> **Description of the task**: Only the text of the entries below should appear in your exact transcription; leave out every picture.

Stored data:
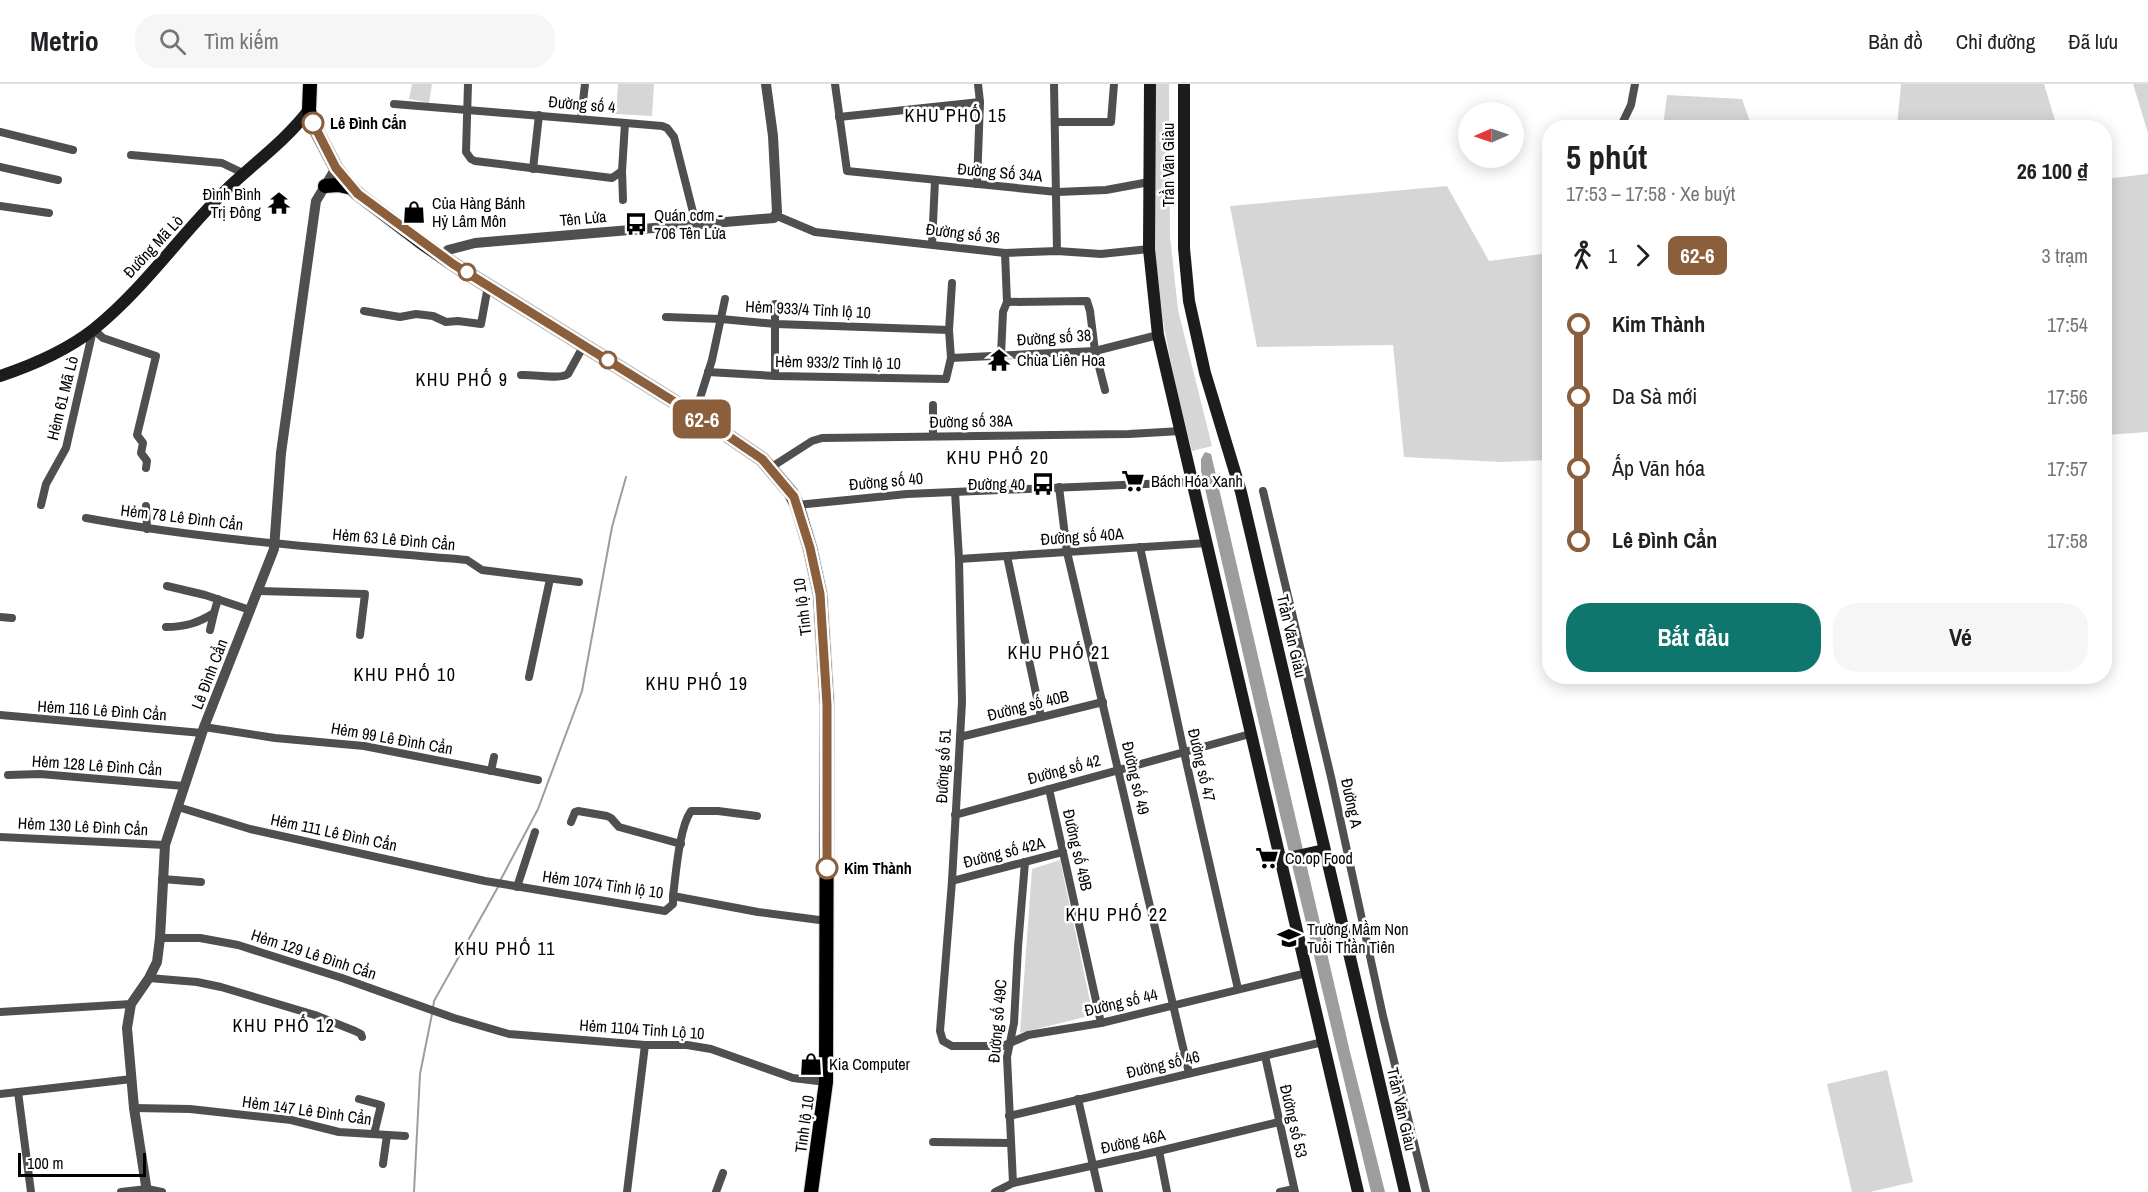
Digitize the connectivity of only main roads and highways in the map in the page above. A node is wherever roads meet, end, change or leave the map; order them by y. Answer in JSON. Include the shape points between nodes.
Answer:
{"nodes":[{"id":1,"x":310,"y":84,"type":"edge"},
{"id":2,"x":1150,"y":84,"type":"edge"},
{"id":3,"x":1184,"y":84,"type":"edge"},
{"id":4,"x":309,"y":110,"type":"junction"},
{"id":5,"x":325,"y":186,"type":"road end"},
{"id":6,"x":352,"y":188,"type":"junction"},
{"id":7,"x":0,"y":376,"type":"edge"},
{"id":8,"x":1320,"y":851,"type":"junction"},
{"id":9,"x":1283,"y":859,"type":"junction"},
{"id":10,"x":811,"y":1192,"type":"edge"},
{"id":11,"x":1358,"y":1192,"type":"edge"},
{"id":12,"x":1405,"y":1192,"type":"edge"}],
"edges":[{"from":1,"to":4,"type":"main road","name":"Tỉnh lộ 10"},
{"from":2,"to":9,"type":"main road","name":"Trần Văn Giàu","via":[[1149,249],[1158,335],[1250,734]]},
{"from":3,"to":8,"type":"main road","name":"Trần Văn Giàu","via":[[1184,248],[1189,301],[1205,373],[1238,479]]},
{"from":4,"to":6,"type":"main road","name":"Tỉnh lộ 10","via":[[336,168]]},
{"from":4,"to":7,"type":"main road","name":"Đường Mã Lò","via":[[93,329],[60,351]]},
{"from":5,"to":6,"type":"main road"},
{"from":6,"to":10,"type":"main road","name":"Tỉnh lộ 10","via":[[421,242],[762,459],[797,505],[820,594],[827,705],[826,1083]]},
{"from":8,"to":9,"type":"main road"},
{"from":8,"to":12,"type":"main road","name":"Trần Văn Giàu"},
{"from":9,"to":11,"type":"main road","name":"Trần Văn Giàu"}]}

> **Result for this task**:
Digitize the connectivity of only main roads and highways in the map in the page above. A node is wherever roads meet, end, change or leave the map; order them by y. Answer in JSON. Include the shape points between nodes.
Answer:
{"nodes":[{"id":1,"x":310,"y":84,"type":"edge"},
{"id":2,"x":1150,"y":84,"type":"edge"},
{"id":3,"x":1184,"y":84,"type":"edge"},
{"id":4,"x":309,"y":110,"type":"junction"},
{"id":5,"x":325,"y":186,"type":"road end"},
{"id":6,"x":352,"y":188,"type":"junction"},
{"id":7,"x":0,"y":376,"type":"edge"},
{"id":8,"x":1320,"y":851,"type":"junction"},
{"id":9,"x":1283,"y":859,"type":"junction"},
{"id":10,"x":811,"y":1192,"type":"edge"},
{"id":11,"x":1358,"y":1192,"type":"edge"},
{"id":12,"x":1405,"y":1192,"type":"edge"}],
"edges":[{"from":1,"to":4,"type":"main road","name":"Tỉnh lộ 10"},
{"from":2,"to":9,"type":"main road","name":"Trần Văn Giàu","via":[[1149,249],[1158,335],[1250,734]]},
{"from":3,"to":8,"type":"main road","name":"Trần Văn Giàu","via":[[1184,248],[1189,301],[1205,373],[1238,479]]},
{"from":4,"to":6,"type":"main road","name":"Tỉnh lộ 10","via":[[336,168]]},
{"from":4,"to":7,"type":"main road","name":"Đường Mã Lò","via":[[93,329],[60,351]]},
{"from":5,"to":6,"type":"main road"},
{"from":6,"to":10,"type":"main road","name":"Tỉnh lộ 10","via":[[421,242],[762,459],[797,505],[820,594],[827,705],[826,1083]]},
{"from":8,"to":9,"type":"main road"},
{"from":8,"to":12,"type":"main road","name":"Trần Văn Giàu"},
{"from":9,"to":11,"type":"main road","name":"Trần Văn Giàu"}]}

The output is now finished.